This week’s Orthopaedic Crossfire® debate was part of the 31st Annual CCJR – Winter meeting, which took place in Orlando this past December. This week’s topic is “Patient Specific TKA: Optimizes Outcomes.” For the proposition is Tom Minas, M.D., M.S. of The Brigham & Women’s Hospital. Paul F. Lachiewicz, M.D. of Duke University Medical Center is in opposition. Moderating is Michael J. Dunbar, M.D., F.R.C.S.(C), Ph.D. from Dalhousie University.

Dr. Minas: “I wonder what has changed since the 1980s. We put in a knee replacement that is ‘symmetric’ in an asymmetric space; we try to get the best anterior-posterior (AP) or mediolateral (ML) fit. There is also overhang and possibly soft tissue impingement; and we continue to loosen and release some sides and stuff the other side. ”
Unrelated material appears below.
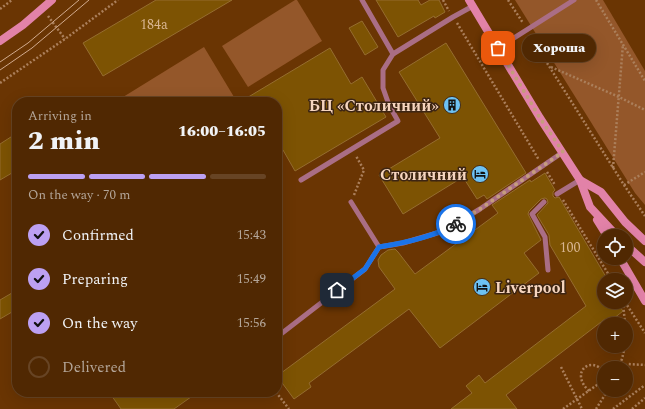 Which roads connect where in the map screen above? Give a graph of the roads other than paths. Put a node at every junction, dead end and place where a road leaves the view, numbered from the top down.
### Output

“Despite this, we have excellent survivorship out to 20-25 years, but patient dissatisfaction ranges from 15-40% (looking at all studies the average is 20%). So when we considered developing an anatomical custom knee replacement system we thought about form and function.”

“The iTotal has a mechanical axis alignment, patient specific fit (ML and AP), restoration of medial and lateral surfaces independently, and restoration of ligaments to the original state. Bone preservation with this implant is about 40% better than the off-the-shelf implants because of the design characteristics of the femur. It is a dual insert design, and because each poly is individually manufactured, it has better poly wear. The medial and lateral joint lines are different, both distally and posteriorly, and that’s what we try to restore. We do this by CT scanning the hip, knee, and ankle, and virtually realigning the patient’s leg to neutral mechanical axis.”

“In our first 13 cadavers we found that regarding the entire postoperative leg alignment, we were within 1.2 degrees of neutral on every one. The kit includes disposable, nylon-printed, individualized jigs, and one reusable tray.”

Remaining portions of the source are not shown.